November 2011

Shelby Solomon

November 2011

Reflection

In November I attended the lecture involving Sexploitation, which detailed the documentary about child sexual exploitation on the streets of Oakland. Representatives from the MISSSEY organization were present, Motivating, Inspiring, Supporting, and Serving Sexually Exploited Youth, and discussed issues that lead to sexual exploitation. Exploitation is systematic; it typically occurs in impoverished neighborhoods with individuals who have been sexually abused as children. Exploiters tend to use economic leverage, seduction, coercion, and violence to trap vulnerable individuals. Unfortunately, foster care seems to be a common means for abusers to take advantage of youth. In response to the overwhelming percent of children involved in exploitation, Jeff Key established the mentor film program, a way in which students are able to get college credit for making PSA’s about health and social issues facing the Alameda County community. The Sexploitation film, which involved an interview with Oakland cop, Holly Joshi, was one of these PSA’s that students had made. Though the film typically discussed female prostitution, MISSSEY representatives stated that boys are also exploited as young as 10 years old.

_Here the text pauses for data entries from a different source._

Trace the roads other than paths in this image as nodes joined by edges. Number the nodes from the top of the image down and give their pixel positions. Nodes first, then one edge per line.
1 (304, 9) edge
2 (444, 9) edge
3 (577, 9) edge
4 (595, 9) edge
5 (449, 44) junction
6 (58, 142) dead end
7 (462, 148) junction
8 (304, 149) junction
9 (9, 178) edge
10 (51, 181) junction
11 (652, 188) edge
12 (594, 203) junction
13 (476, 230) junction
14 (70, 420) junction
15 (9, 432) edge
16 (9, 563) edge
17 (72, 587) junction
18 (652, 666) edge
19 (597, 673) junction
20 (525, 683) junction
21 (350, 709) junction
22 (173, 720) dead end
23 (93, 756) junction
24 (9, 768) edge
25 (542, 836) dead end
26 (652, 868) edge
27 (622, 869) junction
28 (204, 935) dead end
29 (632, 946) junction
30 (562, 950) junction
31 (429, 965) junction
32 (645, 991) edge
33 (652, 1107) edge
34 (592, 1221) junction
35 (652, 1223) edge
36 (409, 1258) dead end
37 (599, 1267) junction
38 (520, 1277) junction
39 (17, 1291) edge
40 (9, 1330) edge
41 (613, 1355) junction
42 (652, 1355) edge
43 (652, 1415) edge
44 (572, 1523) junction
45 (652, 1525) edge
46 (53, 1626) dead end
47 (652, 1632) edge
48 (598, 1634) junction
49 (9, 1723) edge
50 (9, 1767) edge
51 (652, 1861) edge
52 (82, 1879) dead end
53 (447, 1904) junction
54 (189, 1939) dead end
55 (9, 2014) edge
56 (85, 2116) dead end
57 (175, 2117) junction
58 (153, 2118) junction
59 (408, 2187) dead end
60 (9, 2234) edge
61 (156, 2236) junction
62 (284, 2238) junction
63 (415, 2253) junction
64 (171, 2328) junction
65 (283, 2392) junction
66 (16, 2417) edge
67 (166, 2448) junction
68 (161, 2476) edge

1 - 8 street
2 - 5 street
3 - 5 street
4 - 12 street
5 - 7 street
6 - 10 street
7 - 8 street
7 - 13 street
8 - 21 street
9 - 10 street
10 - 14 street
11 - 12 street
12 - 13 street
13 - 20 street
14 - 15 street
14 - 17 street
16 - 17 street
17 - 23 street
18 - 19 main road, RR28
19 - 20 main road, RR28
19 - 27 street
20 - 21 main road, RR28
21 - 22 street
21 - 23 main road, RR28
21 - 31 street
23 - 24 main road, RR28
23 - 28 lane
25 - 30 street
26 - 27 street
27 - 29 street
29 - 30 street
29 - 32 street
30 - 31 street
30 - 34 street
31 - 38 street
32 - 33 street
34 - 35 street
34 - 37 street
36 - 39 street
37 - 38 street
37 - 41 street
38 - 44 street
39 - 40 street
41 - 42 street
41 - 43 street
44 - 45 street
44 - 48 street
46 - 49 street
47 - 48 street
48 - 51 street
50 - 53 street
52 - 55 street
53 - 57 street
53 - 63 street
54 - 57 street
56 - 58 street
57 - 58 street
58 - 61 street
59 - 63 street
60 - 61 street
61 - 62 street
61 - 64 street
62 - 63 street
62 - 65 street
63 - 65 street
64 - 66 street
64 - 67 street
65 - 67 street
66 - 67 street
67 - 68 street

Though many believe human trafficking to be an issue in other countries, the number one destination for trafficked children is America. This is not an issue that affects other countries, this is happening right in our own neighborhoods. Pimping has been an issue for Oakland since the 1970’s as media coverage encouraged the practice. As movies detailing the ‘high life’ of pimps were produced, pimping became a popular occupation. Pimps control their victims in various ways depending on the victim’s situation. Some are “Romeo pimps” who seduce the girls by pretending to be their boyfriends, while “Guerilla pimps” kidnap girls and threaten them with violence to their families. Due to the “circuit” pimps are able to keep the girls circulating, thereby thwarting the efforts of law enforcement.

Although police are trying to help free children from exploitation, they typically arrest the girls on prostitution charges. Prostitution is the crime of consenting to sex for money, however, if these girls are under the age of 18, they are not legally able to consent for sex. Therefore, this reasoning by law enforcement is quite irrational. With 30,000 children exploited each year in the United States, this is a serious problem. Exploitation is not based on misogyny or racism, it encompasses both sexes as well as all races. As mentioned previously, there are a few core issues that perpetuate exploitation. Not only do police need to be specially trained on how to deal with exploited children, we as American’s need to care for and give more attention to our poorer communities in order to ensure that this issue does not persist.